**** Supplied records ****
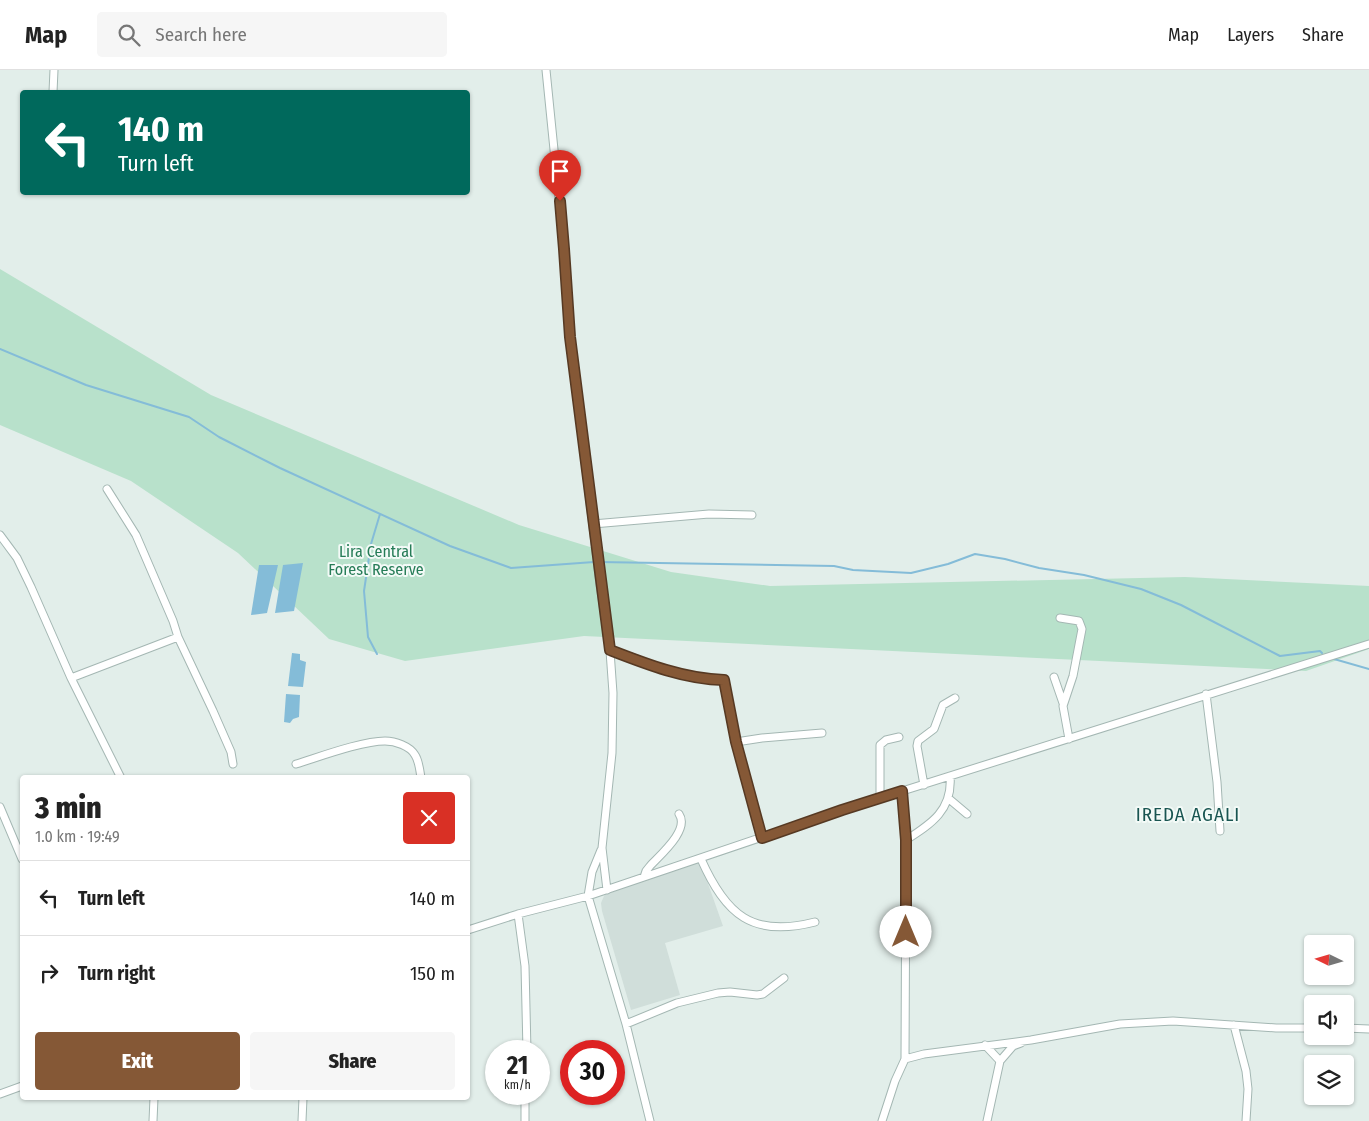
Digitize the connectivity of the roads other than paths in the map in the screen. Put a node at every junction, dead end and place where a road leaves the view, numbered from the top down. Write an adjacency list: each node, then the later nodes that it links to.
1 (54, 70): 3 (street)
2 (546, 70): 6 (street)
3 (53, 90)
4 (107, 490): 9 (street)
5 (752, 515): 6 (street)
6 (593, 524): 11 (street)
7 (0, 536): 13 (street)
8 (1060, 618): 16 (street)
9 (178, 637): 13 (street); 21 (street)
10 (1369, 644): 14 (street)
11 (610, 650): 20 (street); 36 (street)
12 (1054, 677): 16 (street)
13 (71, 678): 23 (street)
14 (1206, 694): 19 (street); 33 (street)
15 (955, 698): 26 (street)
16 (1063, 706): 19 (street)
17 (822, 733): 20 (street)
18 (899, 737): 28 (street)
19 (1068, 739): 25 (street)
20 (736, 742): 34 (street)
21 (233, 764)
22 (296, 764): 24 (street)
23 (120, 775)
24 (420, 775)
25 (950, 776): 26 (street); 29 (street)
26 (924, 785): 27 (street)
27 (902, 791): 28 (street); 35 (street)
28 (880, 798): 34 (street)
29 (948, 798): 32 (street); 35 (street)
30 (0, 807): 37 (street)
31 (679, 814): 39 (street)
32 (967, 814)
33 (1220, 831)
34 (762, 838): 38 (street)
35 (906, 840): 54 (street)
36 (602, 848): 40 (street); 41 (street)
37 (20, 854)
38 (701, 859): 39 (street); 43 (street)
39 (644, 877): 40 (street)
40 (606, 890): 41 (street)
41 (588, 896): 42 (street); 46 (street)
42 (518, 914): 44 (street); 51 (street)
43 (815, 922)
44 (470, 929)
45 (784, 978): 46 (street)
46 (626, 1024): 64 (street)
47 (1234, 1025): 48 (street); 52 (street); 67 (street)
48 (1304, 1028)
49 (1354, 1028): 50 (street)
50 (1369, 1029)
51 (527, 1040)
52 (1030, 1040): 53 (street); 55 (street)
53 (985, 1045): 54 (street); 55 (street)
54 (905, 1059): 65 (street)
55 (1000, 1061): 66 (street)
56 (20, 1087): 57 (street)
57 (0, 1094)
58 (154, 1100): 61 (street)
59 (303, 1100): 62 (street)
60 (525, 1105): 63 (street)
61 (153, 1121)
62 (302, 1121)
63 (525, 1121)
64 (650, 1121)
65 (882, 1121)
66 (987, 1121)
67 (1246, 1121)

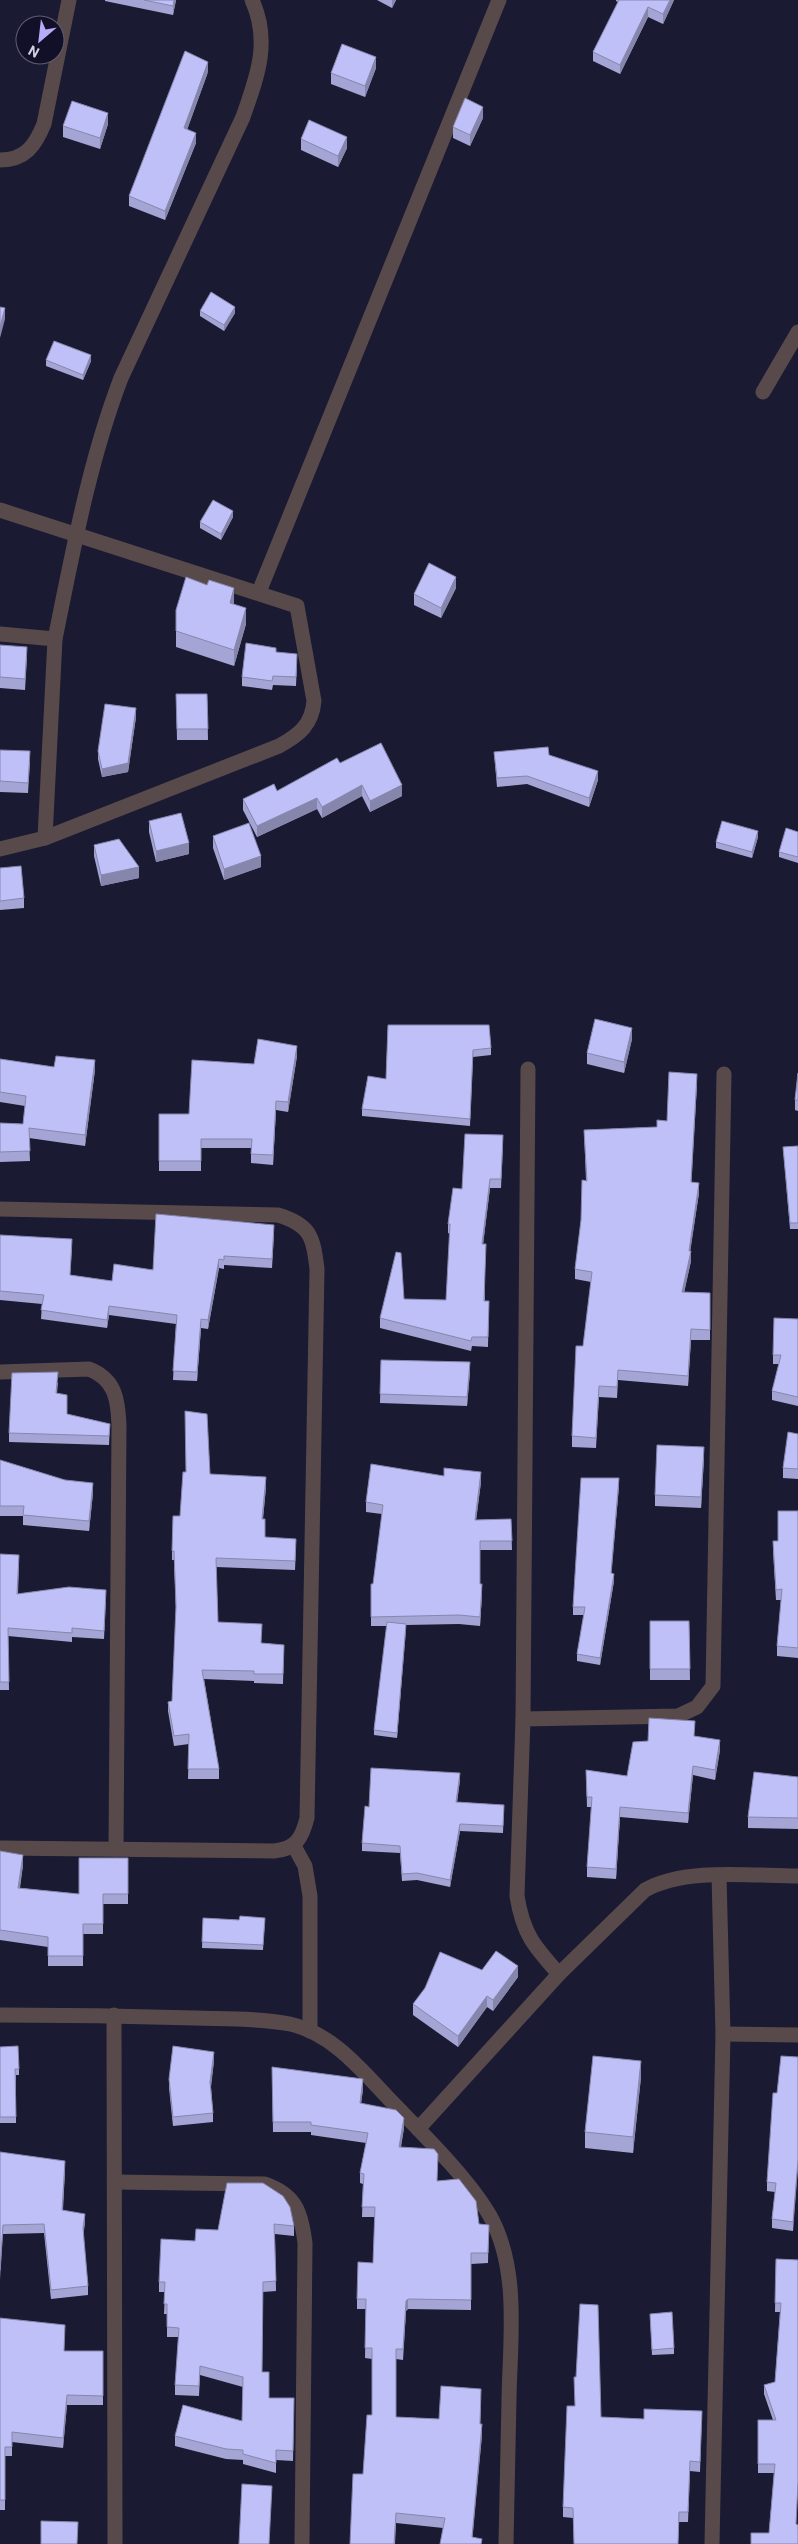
****
An exact copy of all entries is needed, with no pictures in it.

● Answer section
Digitize the connectivity of the roads other than paths in the map in the screen. Put a node at every junction, dead end and place where a road leaves the view, numbered from the top down. Write an adjacency list: each node, then the later nodes that it links to.
1 (54, 70): 3 (street)
2 (546, 70): 6 (street)
3 (53, 90)
4 (107, 490): 9 (street)
5 (752, 515): 6 (street)
6 (593, 524): 11 (street)
7 (0, 536): 13 (street)
8 (1060, 618): 16 (street)
9 (178, 637): 13 (street); 21 (street)
10 (1369, 644): 14 (street)
11 (610, 650): 20 (street); 36 (street)
12 (1054, 677): 16 (street)
13 (71, 678): 23 (street)
14 (1206, 694): 19 (street); 33 (street)
15 (955, 698): 26 (street)
16 (1063, 706): 19 (street)
17 (822, 733): 20 (street)
18 (899, 737): 28 (street)
19 (1068, 739): 25 (street)
20 (736, 742): 34 (street)
21 (233, 764)
22 (296, 764): 24 (street)
23 (120, 775)
24 (420, 775)
25 (950, 776): 26 (street); 29 (street)
26 (924, 785): 27 (street)
27 (902, 791): 28 (street); 35 (street)
28 (880, 798): 34 (street)
29 (948, 798): 32 (street); 35 (street)
30 (0, 807): 37 (street)
31 (679, 814): 39 (street)
32 (967, 814)
33 (1220, 831)
34 (762, 838): 38 (street)
35 (906, 840): 54 (street)
36 (602, 848): 40 (street); 41 (street)
37 (20, 854)
38 (701, 859): 39 (street); 43 (street)
39 (644, 877): 40 (street)
40 (606, 890): 41 (street)
41 (588, 896): 42 (street); 46 (street)
42 (518, 914): 44 (street); 51 (street)
43 (815, 922)
44 (470, 929)
45 (784, 978): 46 (street)
46 (626, 1024): 64 (street)
47 (1234, 1025): 48 (street); 52 (street); 67 (street)
48 (1304, 1028)
49 (1354, 1028): 50 (street)
50 (1369, 1029)
51 (527, 1040)
52 (1030, 1040): 53 (street); 55 (street)
53 (985, 1045): 54 (street); 55 (street)
54 (905, 1059): 65 (street)
55 (1000, 1061): 66 (street)
56 (20, 1087): 57 (street)
57 (0, 1094)
58 (154, 1100): 61 (street)
59 (303, 1100): 62 (street)
60 (525, 1105): 63 (street)
61 (153, 1121)
62 (302, 1121)
63 (525, 1121)
64 (650, 1121)
65 (882, 1121)
66 (987, 1121)
67 (1246, 1121)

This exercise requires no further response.